Do the FCA's price and value expectations make sense?

The FCA's Consumer Duty industry engagement continues with the first of a series of FCA podcasts on the Consumer Duty in which the FCA's Head of Competition Ed Smith deals with the price and value outcome.

Price and value is one of the most difficult aspects of the Consumer Duty, one which many firms are wrestling with as part of their implementation programmes. In many ways the episode creates more questions than it answers.  

Too much information

The FCA stresses the importance of manufacturers and distributors co-operating.  One reason is so that manufacturers are given the information they need to make a value assessment - for each individual group of customers - in light of the likely overall charges to the end consumer (including those from distributors and advisors). 

There are real problems with this.

Manufacturers may find it difficult to get this information from distributors in practice (not to mention at times problematic from an antitrust perspective).  Each manufacturer may have numerous distributors.  Each distributor may have different fee structures.  And each fee structure may play out differently for different customer groups.

Not to mention that manufacturers cannot directly control the fees that distributors charge.

Does this mean in practice that manufacturers' value assessments sometimes will need to be done on a hypothetical basis, potentially based on broader industry data on distributors' fees?  This itself seems a challenging data aggregation exercise (Sisyphean, even - particularly if this aggregation is attempted on a customer group-by-group basis).

Do not compare yourself to others

The FCA's basic expectation is that each customer group should receive fair value.

This of course allows for differential pricing: the FCA says that it's fine, subject to meeting the above expectation.

Seems clear enough: for each product, do a value assessment for each customer group.

But we have detected the FCA starting to stray from this simplicity into murky waters:

  • It's taking a 'relative' rather than 'absolute' approach to fair value.  What does this mean?
    • The FCA suggests that as part of your consideration of price drivers at the firm and market level, cross-subsidisation of products "might create unfairness between different groups of customers". 
    • If that's true, then every value assessment is affected by every other value assessment for each customer group across all of your firm's products and services. An unworkable plethora of permutations, not to mention being logically impossible (circular references anyone?)
    • One way to cut through this quagmire is just to assess whether you make substantially the same profit margins for all customer groups. Nope, that's unworkable: profit margins always change over time and indeed differing profit margins are important to a competitive market, including because loss-leading is an essential phase of launching any new product or service.
    • We think people would welcome clarification from the FCA that fair value should be assessed independently for each customer group.
  • It is not allowing room for firms to set fee structures that reflect firms' own commercial constraints and/or achieve better product-market fit.
    • The FCA expects value assessments to address not just differential pricing (e.g. insurance premia, unsecured lending rates, or simply being prepared to pay more for certain product features) but also whether any customer groups may receive "substantially worse outcomes due to, say, differential pricing or due to outlier behaviours or different ways of using the product that might really incur substantial extra fees." In retail banking, for example, this might include fees for certain transaction types, or overdraft fees.
    • Is the FCA suggesting that, for example, my primary UK bank discontinue foreign transactions on my current account simply because accountholders would pay uncompetitive fees to my primary UK bank for those transactions compared to other UK providers?  But that product feature is important to me, just in case - it's up to me to use it responsibly.  (Not to mention that many of those other providers (a) aren't banks with deposit protection and (b) may not accept certain customers at risk of financial exclusion.)
    • We’d argue that the FCA shouldn't be focusing on "outlier behaviours" and "different ways of using the product".  After all, it's unavoidable: every product (including in financial services) can be misused.  Instead, the FCA should be focused on protecting vulnerable customers.  Viewed this way, everything gets clearer: the better your product design (the first outcome) and customer communications and support (the third and fourth outcomes) address vulnerability, the less of an issue it will be for your value assessments (the second outcome).

Just reason backwards

Finally, how are you supposed to divide your customers into groups?  
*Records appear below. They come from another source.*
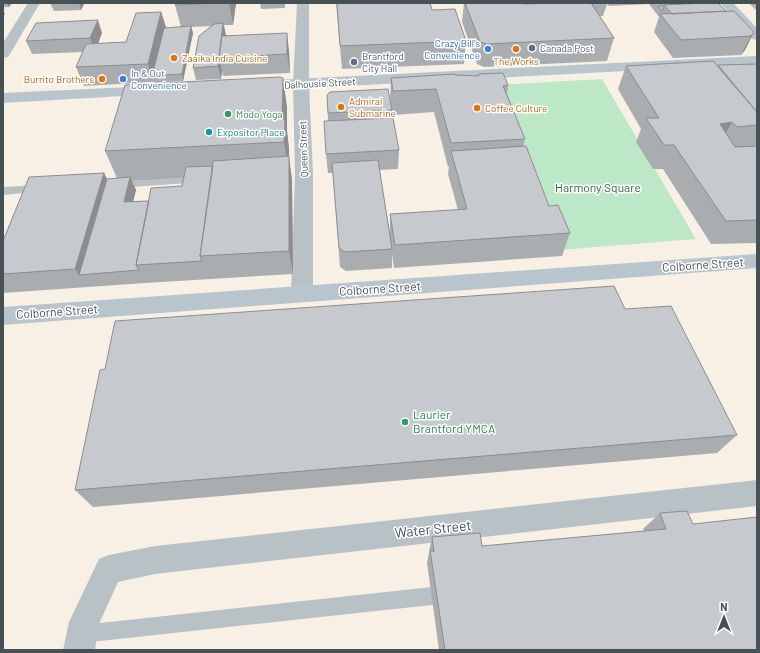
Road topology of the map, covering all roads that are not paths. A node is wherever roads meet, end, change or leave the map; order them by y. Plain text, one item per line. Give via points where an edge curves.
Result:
1 (34, 3) edge
2 (303, 3) edge
3 (726, 3) edge
4 (757, 36) edge
5 (3, 54) edge
6 (757, 60) edge
7 (301, 84) junction
8 (237, 87) edge
9 (166, 90) edge
10 (3, 98) edge
11 (209, 180) edge
12 (106, 185) edge
13 (50, 188) edge
14 (3, 191) edge
15 (757, 261) edge
16 (302, 294) junction
17 (3, 316) edge
18 (757, 493) edge
19 (432, 596) edge
20 (80, 642) edge

1 - 5 street
2 - 7 street, Queen Street
3 - 4 main road
6 - 7 main road, Dalhousie Street
7 - 8 main road, Dalhousie Street
7 - 16 street, Queen Street
9 - 10 main road
11 - 12 lane
13 - 14 lane
15 - 16 main road, Colborne Street
16 - 17 main road, Colborne Street
18 - 20 street, Water Street via 155,560 109,569 84,622
19 - 20 lane

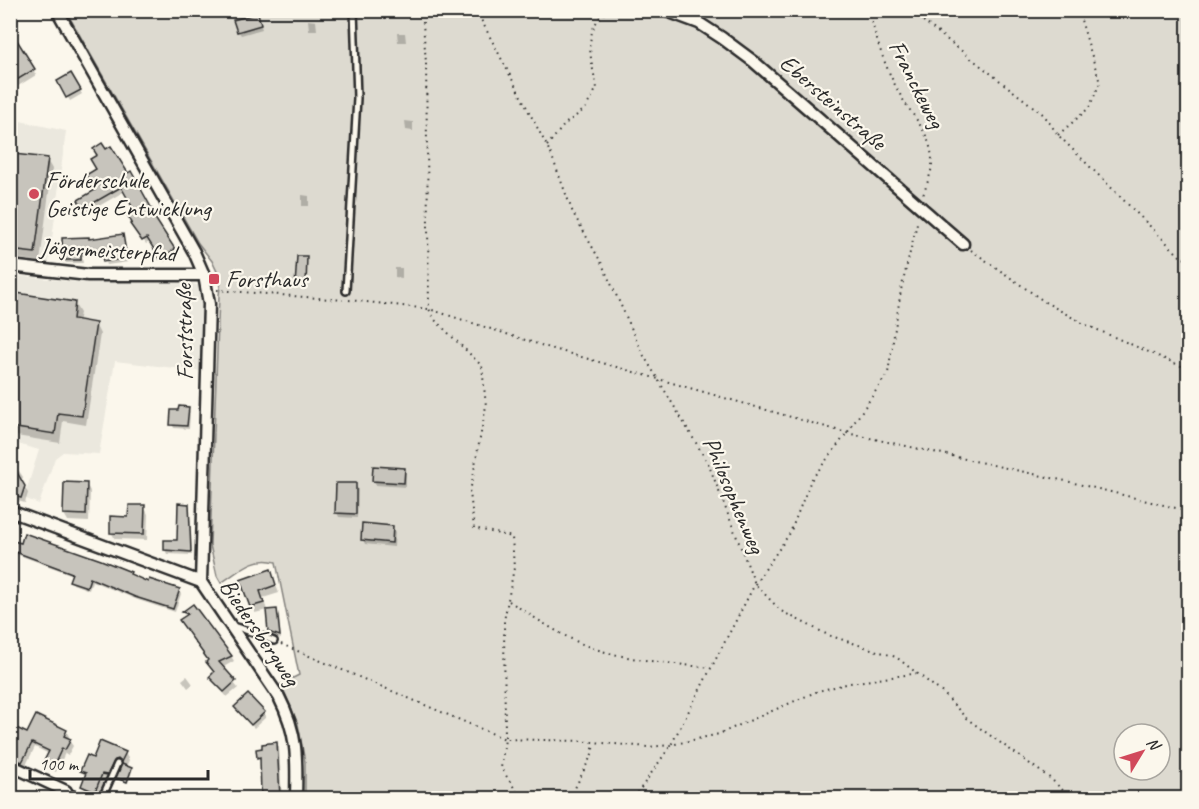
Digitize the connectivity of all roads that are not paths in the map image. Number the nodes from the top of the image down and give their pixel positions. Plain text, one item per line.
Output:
1 (57, 10) edge
2 (354, 10) edge
3 (664, 10) edge
4 (963, 244) road end
5 (10, 266) edge
6 (204, 275) junction
7 (346, 291) dead end
8 (10, 511) edge
9 (201, 582) junction
10 (230, 626) junction
11 (274, 641) road end
12 (117, 764) dead end
13 (10, 765) edge
14 (66, 791) joint
15 (83, 798) edge
16 (102, 798) edge
17 (296, 798) edge

1 - 6 street, Forststraße
2 - 7 lane
3 - 4 street, Ebersteinstraße
5 - 6 street, Jägermeisterpfad
6 - 9 street, Forststraße
8 - 9 street, Biedersbergweg
9 - 10 street, Biedersbergweg
10 - 11 lane
10 - 17 street, Biedersbergweg
12 - 16 lane
13 - 14 street
14 - 15 lane

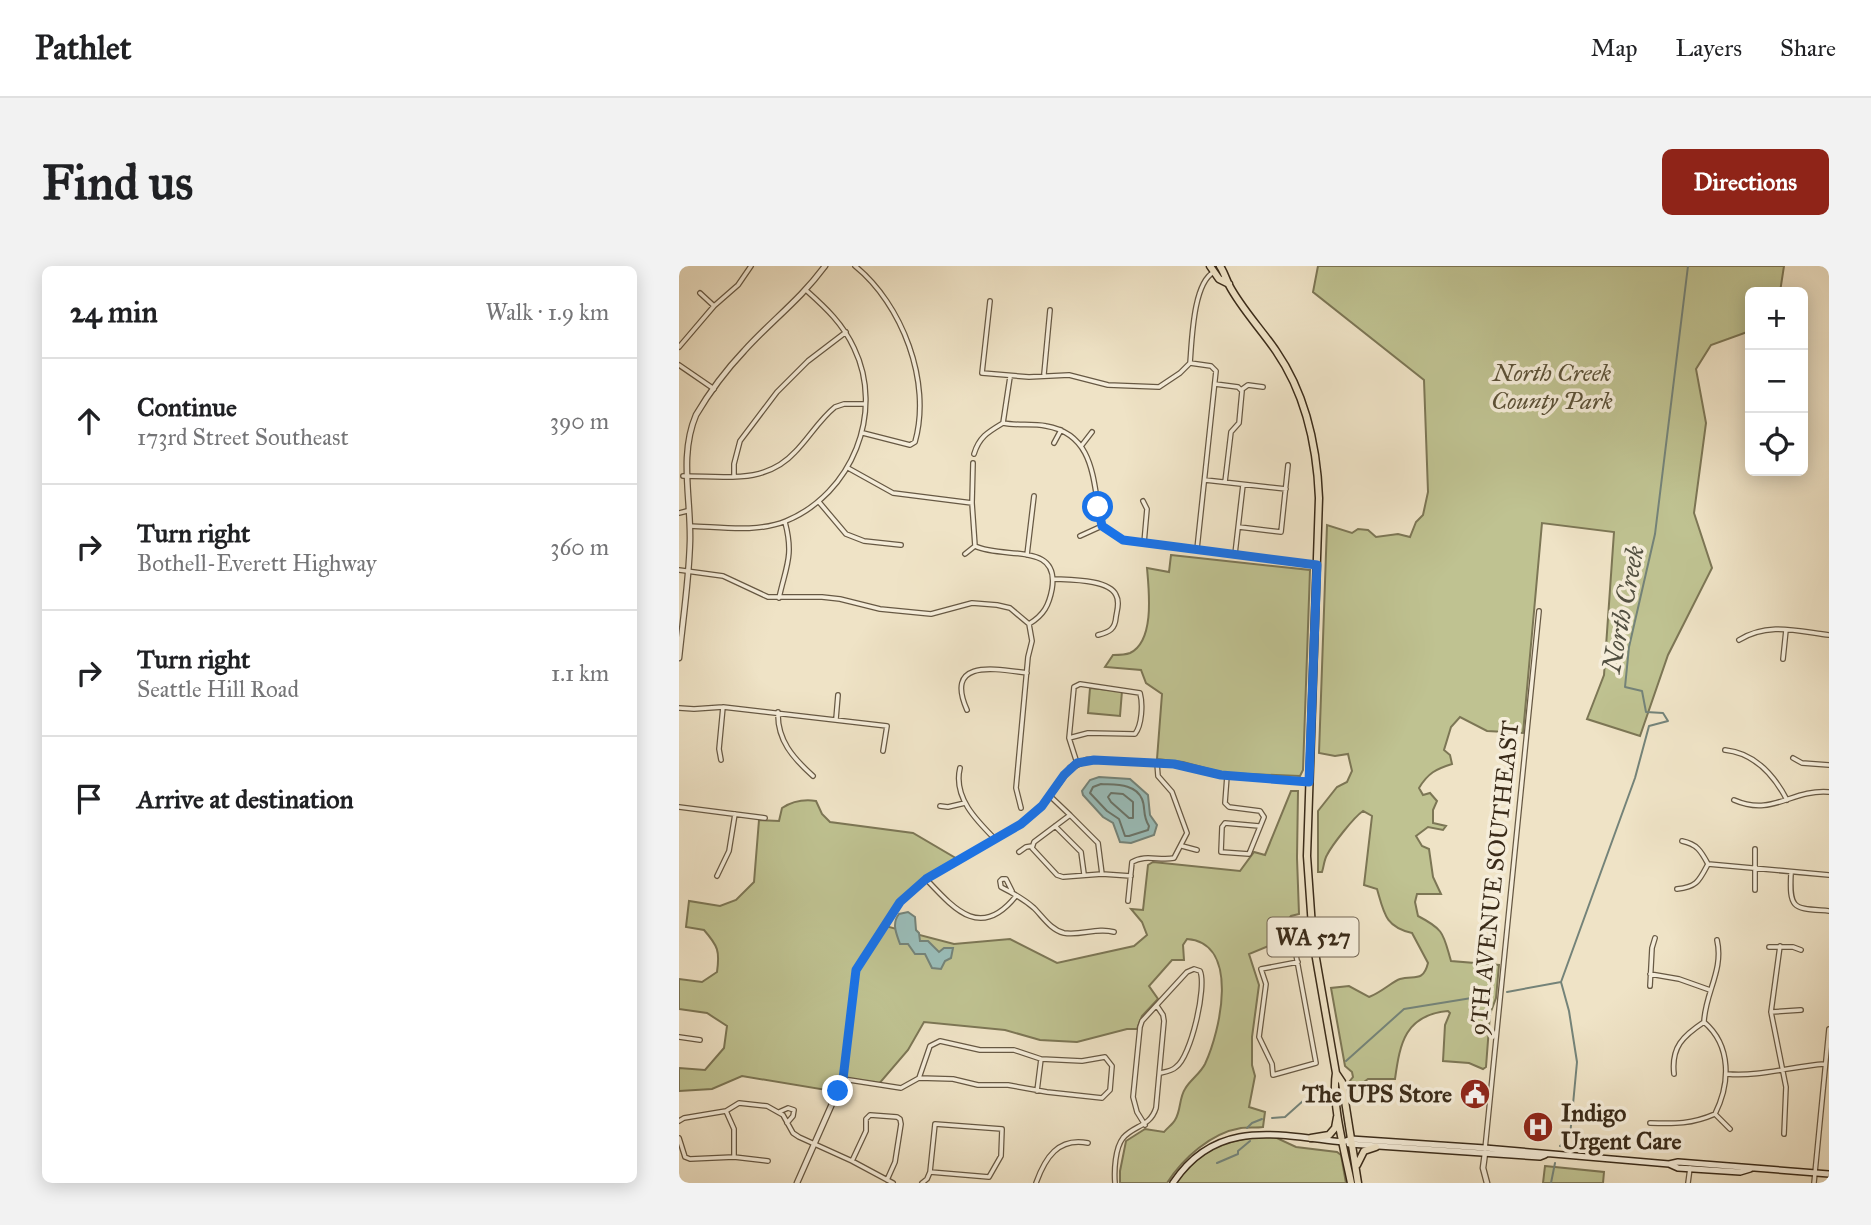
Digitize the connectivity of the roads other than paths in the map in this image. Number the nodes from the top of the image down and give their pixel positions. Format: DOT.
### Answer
graph roads {
  1 [pos="751,266"];
  2 [pos="825,266"];
  3 [pos="856,266"];
  4 [pos="1220,266"];
  5 [pos="1212,268"];
  6 [pos="1229,285"];
  7 [pos="807,291"];
  8 [pos="700,293"];
  9 [pos="990,302"];
  10 [pos="714,306"];
  11 [pos="1050,310"];
  12 [pos="846,332"];
  13 [pos="680,343"];
  14 [pos="1190,363"];
  15 [pos="679,365"];
  16 [pos="1043,375"];
  17 [pos="1010,376"];
  18 [pos="1129,378"];
  19 [pos="1215,384"];
  20 [pos="1128,387"];
  21 [pos="1263,387"];
  22 [pos="714,389"];
  23 [pos="1241,390"];
  24 [pos="865,404"];
  25 [pos="1003,423"];
  26 [pos="1061,430"];
  27 [pos="1092,432"];
  28 [pos="863,433"];
  29 [pos="1054,443"];
  30 [pos="1081,445"];
  31 [pos="974,454"];
  32 [pos="973,463"];
  33 [pos="1288,465"];
  34 [pos="848,468"];
  35 [pos="683,476"];
  36 [pos="734,477"];
  37 [pos="1205,480"];
  38 [pos="1225,482"];
  39 [pos="1243,485"];
  40 [pos="1286,489"];
  41 [pos="1034,496"];
  42 [pos="1143,501"];
  43 [pos="819,502"];
  44 [pos="972,503"];
  45 [pos="687,512"];
  46 [pos="679,513"];
  47 [pos="785,522"];
  48 [pos="689,526"];
  49 [pos="1102,526"];
  50 [pos="1238,527"];
  51 [pos="1080,536"];
  52 [pos="1144,543"];
  53 [pos="901,545"];
  54 [pos="975,546"];
  55 [pos="1197,550"];
  56 [pos="965,554"];
  57 [pos="1235,554"];
  58 [pos="1027,555"];
  59 [pos="1317,565"];
  60 [pos="679,570"];
  61 [pos="687,571"];
  62 [pos="1053,579"];
  63 [pos="779,598"];
  64 [pos="1539,611"];
  65 [pos="1029,624"];
  66 [pos="1786,630"];
  67 [pos="1098,635"];
  68 [pos="1829,635"];
  69 [pos="1739,640"];
  70 [pos="679,658"];
  71 [pos="1783,659"];
  72 [pos="1027,673"];
  73 [pos="838,695"];
  74 [pos="723,707"];
  75 [pos="679,708"];
  76 [pos="967,710"];
  77 [pos="778,712"];
  78 [pos="836,719"];
  79 [pos="1069,738"];
  80 [pos="1725,750"];
  81 [pos="883,751"];
  82 [pos="1793,758"];
  83 [pos="721,760"];
  84 [pos="1077,763"];
  85 [pos="1157,763"];
  86 [pos="1829,765"];
  87 [pos="960,768"];
  88 [pos="813,776"];
  89 [pos="1227,776"];
  90 [pos="1309,782"];
  91 [pos="1829,792"];
  92 [pos="1050,796"];
  93 [pos="1734,800"];
  94 [pos="1787,800"];
  95 [pos="965,803"];
  96 [pos="940,806"];
  97 [pos="679,807"];
  98 [pos="1021,808"];
  99 [pos="734,814"];
  100 [pos="1070,815"];
  101 [pos="765,818"];
  102 [pos="1055,826"];
  103 [pos="1259,826"];
  104 [pos="995,839"];
  105 [pos="1682,841"];
  106 [pos="1182,845"];
  107 [pos="1032,846"];
  108 [pos="1755,849"];
  109 [pos="1197,850"];
  110 [pos="1019,852"];
  111 [pos="1708,864"];
  112 [pos="1753,869"];
  113 [pos="1791,872"];
  114 [pos="1084,874"];
  115 [pos="1102,874"];
  116 [pos="1829,875"];
  117 [pos="717,876"];
  118 [pos="1131,876"];
  119 [pos="926,879"];
  120 [pos="1677,889"];
  121 [pos="1755,890"];
  122 [pos="1012,891"];
  123 [pos="1017,895"];
  124 [pos="1128,901"];
  125 [pos="1829,911"];
  126 [pos="1114,932"];
  127 [pos="1655,938"];
  128 [pos="1717,940"];
  129 [pos="1294,944"];
  130 [pos="1780,946"];
  131 [pos="1769,947"];
  132 [pos="1801,950"];
  133 [pos="1298,962"];
  134 [pos="1650,974"];
  135 [pos="1650,986"];
  136 [pos="1710,989"];
  137 [pos="1157,1005"];
  138 [pos="1801,1010"];
  139 [pos="1772,1012"];
  140 [pos="1704,1022"];
  141 [pos="1829,1030"];
  142 [pos="679,1037"];
  143 [pos="700,1040"];
  144 [pos="1041,1059"];
  145 [pos="1825,1063"];
  146 [pos="1781,1069"];
  147 [pos="1160,1073"];
  148 [pos="1336,1073"];
  149 [pos="1674,1074"];
  150 [pos="1727,1074"];
  151 [pos="919,1078"];
  152 [pos="843,1079"];
  153 [pos="1037,1091"];
  154 [pos="1338,1108"];
  155 [pos="726,1111"];
  156 [pos="779,1112"];
  157 [pos="1715,1114"];
  158 [pos="679,1121"];
  159 [pos="1650,1123"];
  160 [pos="787,1124"];
  161 [pos="1145,1125"];
  162 [pos="1730,1129"];
  163 [pos="1784,1134"];
  164 [pos="679,1138"];
  165 [pos="1311,1138"];
  166 [pos="1343,1142"];
  167 [pos="1352,1142"];
  168 [pos="1088,1143"];
  169 [pos="814,1146"];
  170 [pos="1376,1147"];
  171 [pos="1485,1151"];
  172 [pos="734,1157"];
  173 [pos="768,1161"];
  174 [pos="852,1161"];
  175 [pos="1669,1164"];
  176 [pos="1690,1168"];
  177 [pos="1750,1169"];
  178 [pos="1356,1170"];
  179 [pos="930,1172"];
  180 [pos="1815,1172"];
  181 [pos="1829,1174"];
  182 [pos="887,1180"];
  183 [pos="797,1183"];
  184 [pos="893,1183"];
  185 [pos="922,1183"];
  186 [pos="1036,1183"];
  187 [pos="1115,1183"];
  188 [pos="1173,1183"];
  189 [pos="1351,1183"];
  190 [pos="1358,1183"];
  191 [pos="1487,1183"];
  192 [pos="1688,1183"];
  193 [pos="1814,1183"];
  1 -- 10 [label="street"];
  2 -- 7 [label="street"];
  3 -- 28 [label="street"];
  4 -- 6 [label="main road, WA 527"];
  5 -- 6 [label="main road, WA 527"];
  5 -- 14 [label="street"];
  6 -- 59 [label="main road, WA 527"];
  7 -- 12 [label="street"];
  7 -- 22 [label="street"];
  8 -- 10 [label="street"];
  9 -- 17 [label="street"];
  10 -- 13 [label="street"];
  11 -- 16 [label="street"];
  12 -- 24 [label="street"];
  12 -- 36 [label="street"];
  14 -- 19 [label="street"];
  14 -- 20 [label="street"];
  15 -- 22 [label="street"];
  16 -- 17 [label="street"];
  16 -- 20 [label="street"];
  17 -- 25 [label="street"];
  18 -- 20 [label="street"];
  19 -- 23 [label="street"];
  19 -- 37 [label="street"];
  21 -- 23 [label="street"];
  22 -- 35 [label="street"];
  23 -- 38 [label="street"];
  24 -- 28 [label="street"];
  24 -- 36 [label="street"];
  25 -- 26 [label="street"];
  25 -- 31 [label="street"];
  26 -- 29 [label="street"];
  26 -- 30 [label="street"];
  27 -- 30 [label="street"];
  28 -- 34 [label="street"];
  30 -- 49 [label="street"];
  32 -- 44 [label="street"];
  33 -- 40 [label="street"];
  34 -- 43 [label="street"];
  34 -- 44 [label="street"];
  35 -- 36 [label="street"];
  35 -- 45 [label="street"];
  37 -- 38 [label="street"];
  37 -- 55 [label="street"];
  38 -- 39 [label="street"];
  39 -- 40 [label="street"];
  39 -- 50 [label="street"];
  40 -- 50 [label="street"];
  41 -- 58 [label="street"];
  42 -- 52 [label="street"];
  43 -- 47 [label="street"];
  43 -- 53 [label="street"];
  44 -- 54 [label="street"];
  45 -- 46 [label="street"];
  45 -- 48 [label="street"];
  47 -- 48 [label="street"];
  47 -- 63 [label="street"];
  48 -- 61 [label="street"];
  49 -- 51 [label="street"];
  49 -- 52 [label="street"];
  50 -- 57 [label="street"];
  52 -- 55 [label="street"];
  54 -- 56 [label="street"];
  54 -- 58 [label="street"];
  55 -- 57 [label="street"];
  57 -- 59 [label="street"];
  58 -- 62 [label="street"];
  59 -- 90 [label="main road, WA 527"];
  60 -- 61 [label="street"];
  61 -- 63 [label="street"];
  61 -- 70 [label="street"];
  62 -- 65 [label="street"];
  62 -- 67 [label="street"];
  63 -- 65 [label="street"];
  64 -- 171 [label="street, 9TH AVENUE SOUTHEAST"];
  65 -- 72 [label="street"];
  66 -- 68 [label="street"];
  66 -- 69 [label="street"];
  66 -- 71 [label="street"];
  72 -- 76 [label="street"];
  72 -- 98 [label="street"];
  73 -- 78 [label="street"];
  74 -- 75 [label="street"];
  74 -- 77 [label="street"];
  74 -- 83 [label="street"];
  77 -- 78 [label="street"];
  77 -- 88 [label="street"];
  78 -- 81 [label="street"];
  79 -- 79 [label="street"];
  79 -- 84 [label="street"];
  80 -- 94 [label="street"];
  82 -- 86 [label="street"];
  84 -- 85 [label="street"];
  84 -- 92 [label="street"];
  85 -- 89 [label="street"];
  85 -- 106 [label="street"];
  87 -- 95 [label="street"];
  89 -- 90 [label="street"];
  89 -- 103 [label="street"];
  90 -- 148 [label="main road, WA 527"];
  91 -- 94 [label="street"];
  92 -- 100 [label="street"];
  92 -- 104 [label="street"];
  93 -- 94 [label="street"];
  95 -- 96 [label="street"];
  95 -- 104 [label="street"];
  97 -- 99 [label="street"];
  99 -- 101 [label="street"];
  99 -- 117 [label="street"];
  100 -- 102 [label="street"];
  100 -- 115 [label="street"];
  102 -- 107 [label="street"];
  102 -- 114 [label="street"];
  103 -- 103 [label="street"];
  104 -- 119 [label="street"];
  105 -- 111 [label="street"];
  106 -- 109 [label="street"];
  106 -- 118 [label="street"];
  107 -- 110 [label="street"];
  107 -- 114 [label="street"];
  108 -- 112 [label="street"];
  111 -- 112 [label="street"];
  111 -- 120 [label="street"];
  112 -- 113 [label="street"];
  112 -- 121 [label="street"];
  113 -- 116 [label="street"];
  113 -- 125 [label="street"];
  114 -- 115 [label="street"];
  115 -- 118 [label="street"];
  118 -- 124 [label="street"];
  119 -- 123 [label="street"];
  119 -- 152 [label="street"];
  122 -- 123 [label="street"];
  123 -- 126 [label="street"];
  127 -- 134 [label="street"];
  128 -- 136 [label="street"];
  129 -- 133 [label="street"];
  130 -- 131 [label="street"];
  130 -- 132 [label="street"];
  130 -- 139 [label="street"];
  133 -- 133 [label="street"];
  134 -- 135 [label="street"];
  134 -- 136 [label="street"];
  136 -- 140 [label="street"];
  137 -- 147 [label="street"];
  137 -- 147 [label="street"];
  137 -- 161 [label="street"];
  138 -- 139 [label="street"];
  139 -- 146 [label="street"];
  140 -- 149 [label="street"];
  140 -- 150 [label="street"];
  141 -- 145 [label="street"];
  142 -- 143 [label="street"];
  144 -- 151 [label="street"];
  144 -- 153 [label="street"];
  144 -- 153 [label="street"];
  145 -- 146 [label="street"];
  145 -- 180 [label="street"];
  146 -- 150 [label="street"];
  146 -- 163 [label="street"];
  147 -- 161 [label="street"];
  148 -- 154 [label="main road, WA 527"];
  148 -- 167 [label="main road, WA 527"];
  150 -- 157 [label="street"];
  151 -- 152 [label="street"];
  151 -- 153 [label="street"];
  152 -- 169 [label="street"];
  154 -- 165 [label="main road"];
  154 -- 166 [label="main road, WA 527"];
  155 -- 156 [label="street"];
  155 -- 158 [label="street"];
  155 -- 172 [label="street"];
  156 -- 160 [label="street"];
  156 -- 160 [label="street"];
  157 -- 159 [label="street"];
  157 -- 162 [label="street"];
  160 -- 169 [label="street"];
  161 -- 187 [label="street"];
  164 -- 172 [label="street"];
  165 -- 166 [label="main road"];
  165 -- 188 [label="main road"];
  166 -- 167 [label="main road"];
  166 -- 189 [label="main road, WA 527"];
  167 -- 170 [label="main road"];
  167 -- 171 [label="main road"];
  167 -- 178 [label="main road, WA 527"];
  168 -- 186 [label="street"];
  169 -- 174 [label="street"];
  169 -- 183 [label="street"];
  170 -- 171 [label="main road"];
  170 -- 178 [label="main road"];
  171 -- 175 [label="main road"];
  171 -- 191 [label="street"];
  172 -- 173 [label="street"];
  174 -- 182 [label="street"];
  174 -- 182 [label="street"];
  175 -- 176 [label="main road"];
  175 -- 177 [label="main road"];
  176 -- 177 [label="main road"];
  176 -- 192 [label="street"];
  177 -- 180 [label="main road"];
  178 -- 190 [label="main road, WA 527"];
  179 -- 179 [label="street"];
  179 -- 185 [label="street"];
  180 -- 181 [label="main road"];
  180 -- 193 [label="street"];
  182 -- 184 [label="street"];
}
You see, the FCA isn't just asking firms to use customers' own financial characteristics (including of vulnerability) to draw dividing lines between them.  It's also asking firms to use the way that customers use the firm's product - those "outlier behaviours" again.

This opens the door to arguments that those that have suffered a certain loss should have been hived off into their own group from the very beginning of a firm's value assessment process.

Here, the hindsight bias one might argue is embedded in the FCA's outcomes-based approach come sharply into focus.  At least one thing can be said for this approach: it's nimble and adaptive, but that may come at the expense of regulatory clarity.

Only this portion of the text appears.